Peter and Barbara didn't do so well after that trip. One of their kids took a road trip with his mom recently, retracing their route from New Orleans to Oregon. He wrote a book about their road trip, and it was a pretty interesting read: https://www.jedidiahjenkins.com
American Discovery Trail. Coast to coast, Delaware to California, 6,800 miles. There's actually one glitch in the trail, water that can't be crossed with the resources at hand. Other than that, it's actually a lot more forgiving than the three big north-south trails as you're mostly near civilization.
I rode a bicycle from Canada to Mexico (in about a month) with a close friend. We bought a book called Bicycling the Pacific Coast (before smart phones).
I had a cheap $150 univega bike and my friend had a $3000 cannondale. His broke mine didn't :)
We were amateurs. We hitchhiked to a bike shop near San Francisco to fix it. Had some saddle bags with our tent and sleeping bag, clothes and water.
It's very doable. Hardest part is just showing up.

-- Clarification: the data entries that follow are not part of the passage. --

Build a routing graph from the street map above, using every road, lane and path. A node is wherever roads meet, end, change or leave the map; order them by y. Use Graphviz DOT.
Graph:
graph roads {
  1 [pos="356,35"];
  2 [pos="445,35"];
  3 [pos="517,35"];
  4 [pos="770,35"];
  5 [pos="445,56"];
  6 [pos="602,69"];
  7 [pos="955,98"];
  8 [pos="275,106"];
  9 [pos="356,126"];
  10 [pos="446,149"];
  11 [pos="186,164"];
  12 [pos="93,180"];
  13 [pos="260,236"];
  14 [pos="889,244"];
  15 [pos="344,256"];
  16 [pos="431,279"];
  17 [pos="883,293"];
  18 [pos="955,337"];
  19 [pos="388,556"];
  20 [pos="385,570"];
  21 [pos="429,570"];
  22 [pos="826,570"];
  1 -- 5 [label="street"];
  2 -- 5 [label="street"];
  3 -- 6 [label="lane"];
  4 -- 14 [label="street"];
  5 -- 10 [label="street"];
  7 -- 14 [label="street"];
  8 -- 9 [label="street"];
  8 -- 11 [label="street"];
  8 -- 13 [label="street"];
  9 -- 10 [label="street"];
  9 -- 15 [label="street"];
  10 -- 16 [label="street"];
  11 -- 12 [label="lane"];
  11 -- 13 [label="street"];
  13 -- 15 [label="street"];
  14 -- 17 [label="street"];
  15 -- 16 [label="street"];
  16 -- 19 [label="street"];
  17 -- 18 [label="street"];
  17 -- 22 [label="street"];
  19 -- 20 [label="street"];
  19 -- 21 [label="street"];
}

America, definitely doable. He's got that cart and he's going through civilization as much as possible, so long as you do time it reasonably there shouldn't be any major problems. Darian Gap, though, wow! Likewise, the Bering Straight.
Any tips or build plans for KAP (kite areal photography) using modern action cams? I build a clothing hanger setup but the imagery was unusable due to vibrations
We spent a lot of time at college coffee house in Fairbanks Alaska working over the ideas and overall design.
Nice fellow, strange aspirations, indomitable spirit. I’m glad to see his trek is nearing completion, and I wish him well on his further adventures. Good luck and Godspeed, Karl.